Task prompt:
Only certain lines below are wanted: those starting at the line containing "thumb tip: (499, 469)" and ending at the line containing "middle tip: (608, 323)", both included, each retyped exactly.
··· Data in this exercise ···
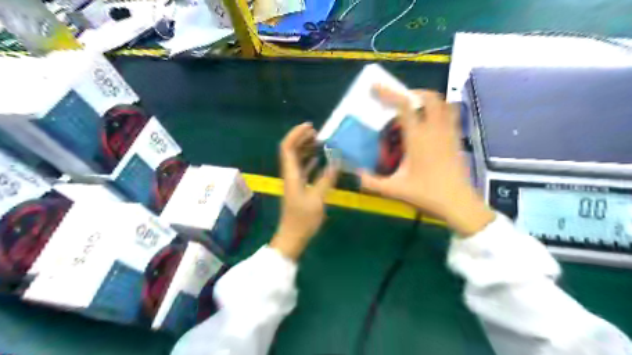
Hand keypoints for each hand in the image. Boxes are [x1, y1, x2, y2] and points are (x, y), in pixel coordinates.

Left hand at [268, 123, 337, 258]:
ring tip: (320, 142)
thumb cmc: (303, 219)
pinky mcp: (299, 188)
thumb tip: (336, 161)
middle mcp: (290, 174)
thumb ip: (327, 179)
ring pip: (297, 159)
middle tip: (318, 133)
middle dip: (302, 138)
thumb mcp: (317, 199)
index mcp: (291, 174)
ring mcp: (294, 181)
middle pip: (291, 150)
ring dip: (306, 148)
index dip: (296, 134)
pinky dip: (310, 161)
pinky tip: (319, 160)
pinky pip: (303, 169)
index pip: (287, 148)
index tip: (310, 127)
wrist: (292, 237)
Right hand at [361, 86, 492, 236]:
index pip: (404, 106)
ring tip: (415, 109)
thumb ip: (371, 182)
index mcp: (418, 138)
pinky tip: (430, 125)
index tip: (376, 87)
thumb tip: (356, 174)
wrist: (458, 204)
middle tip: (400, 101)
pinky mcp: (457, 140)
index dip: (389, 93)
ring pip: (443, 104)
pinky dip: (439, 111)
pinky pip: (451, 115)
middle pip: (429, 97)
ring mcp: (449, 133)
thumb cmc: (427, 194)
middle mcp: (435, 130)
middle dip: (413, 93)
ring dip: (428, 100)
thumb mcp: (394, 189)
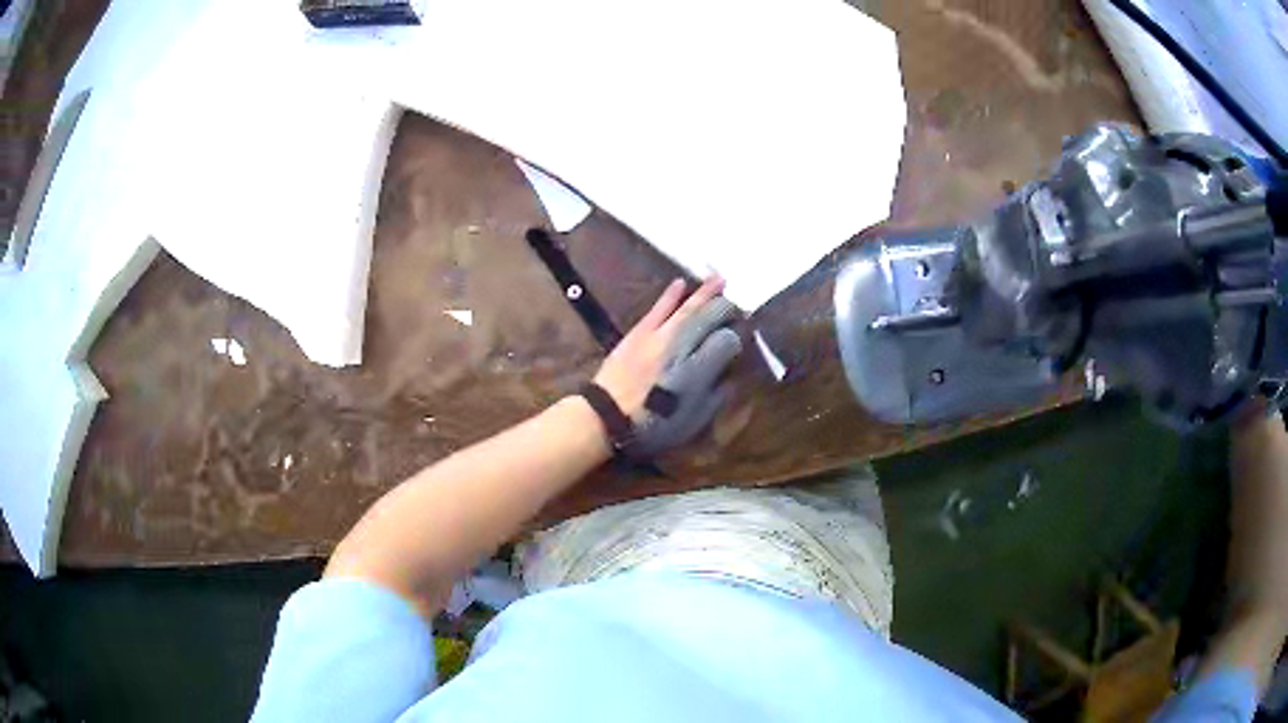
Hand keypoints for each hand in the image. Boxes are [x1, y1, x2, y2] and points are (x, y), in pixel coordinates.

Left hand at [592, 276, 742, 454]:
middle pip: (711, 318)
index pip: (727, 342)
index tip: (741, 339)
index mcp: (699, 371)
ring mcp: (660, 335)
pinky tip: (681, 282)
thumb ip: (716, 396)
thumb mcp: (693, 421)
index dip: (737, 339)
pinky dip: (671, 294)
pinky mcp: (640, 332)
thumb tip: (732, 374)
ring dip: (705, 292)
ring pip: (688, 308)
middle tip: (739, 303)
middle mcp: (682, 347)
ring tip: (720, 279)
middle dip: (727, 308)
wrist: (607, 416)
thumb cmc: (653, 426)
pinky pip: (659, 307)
···
··· Data in this exercise ···
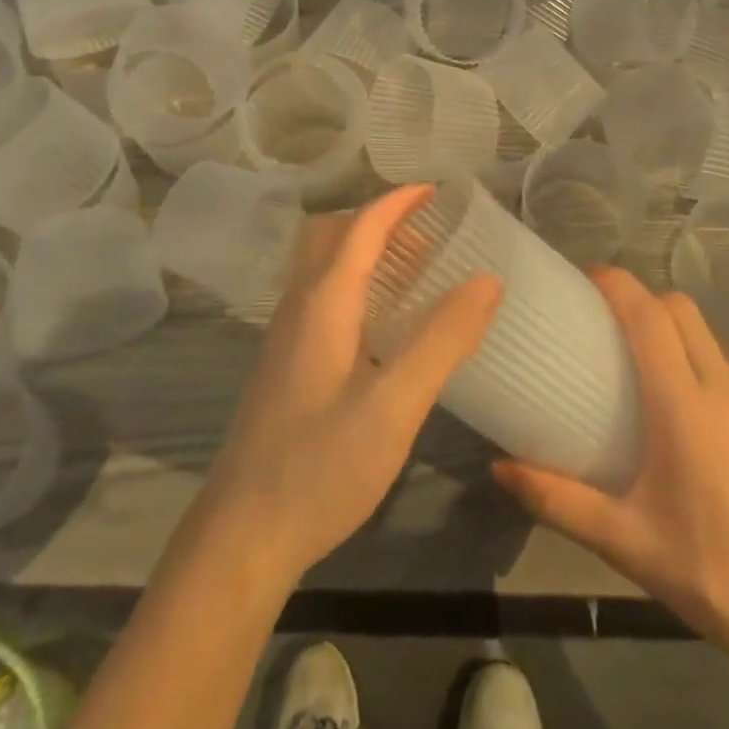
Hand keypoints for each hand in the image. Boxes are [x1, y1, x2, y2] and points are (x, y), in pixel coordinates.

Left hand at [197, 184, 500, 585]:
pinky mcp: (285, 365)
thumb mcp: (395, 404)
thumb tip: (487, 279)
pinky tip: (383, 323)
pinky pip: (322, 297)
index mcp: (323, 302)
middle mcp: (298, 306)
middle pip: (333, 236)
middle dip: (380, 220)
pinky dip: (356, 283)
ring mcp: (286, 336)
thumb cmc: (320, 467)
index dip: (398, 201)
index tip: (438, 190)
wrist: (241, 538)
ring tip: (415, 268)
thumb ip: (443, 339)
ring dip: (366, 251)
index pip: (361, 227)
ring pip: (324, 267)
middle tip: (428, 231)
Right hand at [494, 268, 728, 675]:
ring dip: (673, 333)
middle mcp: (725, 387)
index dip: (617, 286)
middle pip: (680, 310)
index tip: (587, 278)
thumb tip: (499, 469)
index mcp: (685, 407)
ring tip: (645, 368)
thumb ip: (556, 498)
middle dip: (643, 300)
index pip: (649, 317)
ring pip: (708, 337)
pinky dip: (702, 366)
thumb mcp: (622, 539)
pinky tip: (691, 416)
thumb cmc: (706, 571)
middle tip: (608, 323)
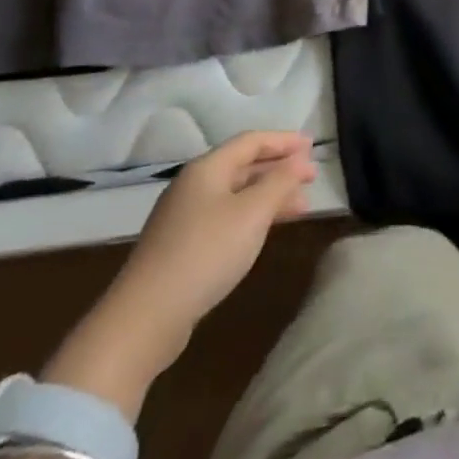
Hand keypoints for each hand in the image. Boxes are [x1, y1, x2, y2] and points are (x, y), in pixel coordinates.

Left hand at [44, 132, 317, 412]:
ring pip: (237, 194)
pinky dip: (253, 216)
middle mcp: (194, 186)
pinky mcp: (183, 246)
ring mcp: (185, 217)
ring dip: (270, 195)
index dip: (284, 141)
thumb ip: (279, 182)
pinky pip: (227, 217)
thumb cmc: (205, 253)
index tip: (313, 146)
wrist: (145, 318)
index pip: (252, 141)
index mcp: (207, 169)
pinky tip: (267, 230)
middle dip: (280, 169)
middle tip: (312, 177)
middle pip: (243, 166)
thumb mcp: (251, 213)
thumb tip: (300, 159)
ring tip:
···
Written reply:
thumb tip: (499, 469)
index mcp: (685, 407)
ring tip: (645, 368)
thumb ip: (556, 498)
middle dip: (643, 300)
index pip: (649, 317)
ring pip: (708, 337)
pinky dip: (702, 366)
thumb mcp: (622, 539)
pinky tip: (691, 416)
thumb cmc: (706, 571)
middle tip: (608, 323)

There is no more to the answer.